*** SUPPLIED MATERIAL ***

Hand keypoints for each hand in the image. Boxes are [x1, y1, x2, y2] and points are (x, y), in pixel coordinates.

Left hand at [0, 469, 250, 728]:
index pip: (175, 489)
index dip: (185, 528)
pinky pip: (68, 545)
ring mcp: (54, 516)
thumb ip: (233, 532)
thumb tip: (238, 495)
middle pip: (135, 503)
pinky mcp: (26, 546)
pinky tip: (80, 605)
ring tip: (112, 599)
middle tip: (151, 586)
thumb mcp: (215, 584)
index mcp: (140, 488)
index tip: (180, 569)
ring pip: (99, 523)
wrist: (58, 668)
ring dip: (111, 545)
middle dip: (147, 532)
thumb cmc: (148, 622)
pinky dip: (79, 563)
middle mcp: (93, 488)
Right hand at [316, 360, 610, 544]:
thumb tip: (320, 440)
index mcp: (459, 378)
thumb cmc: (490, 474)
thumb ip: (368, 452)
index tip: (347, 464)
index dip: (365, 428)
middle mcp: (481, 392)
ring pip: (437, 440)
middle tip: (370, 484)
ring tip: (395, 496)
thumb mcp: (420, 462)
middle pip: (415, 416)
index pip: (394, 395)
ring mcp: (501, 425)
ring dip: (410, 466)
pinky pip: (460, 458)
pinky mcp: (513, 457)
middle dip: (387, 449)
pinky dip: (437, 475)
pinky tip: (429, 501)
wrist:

*** End of SUPPLIED MATERIAL ***

### [GOAL OF THE EXERCISE]
Please make your reply exactly the lines from the one containing "thumb cmc: (148, 622)" through the end of the entries above, and nothing more.

### [RESULT OF THIS EXERCISE]
thumb cmc: (148, 622)
pinky dip: (79, 563)
middle mcp: (93, 488)
Right hand at [316, 360, 610, 544]:
thumb tip: (320, 440)
index mcp: (459, 378)
thumb cmc: (490, 474)
thumb ip: (368, 452)
index tip: (347, 464)
index dip: (365, 428)
middle mcp: (481, 392)
ring pip: (437, 440)
middle tip: (370, 484)
ring tip: (395, 496)
thumb mcp: (420, 462)
middle pip: (415, 416)
index pip: (394, 395)
ring mcp: (501, 425)
ring dip: (410, 466)
pinky pip: (460, 458)
pinky mcp: (513, 457)
middle dip: (387, 449)
pinky dip: (437, 475)
pinky tip: (429, 501)
wrist:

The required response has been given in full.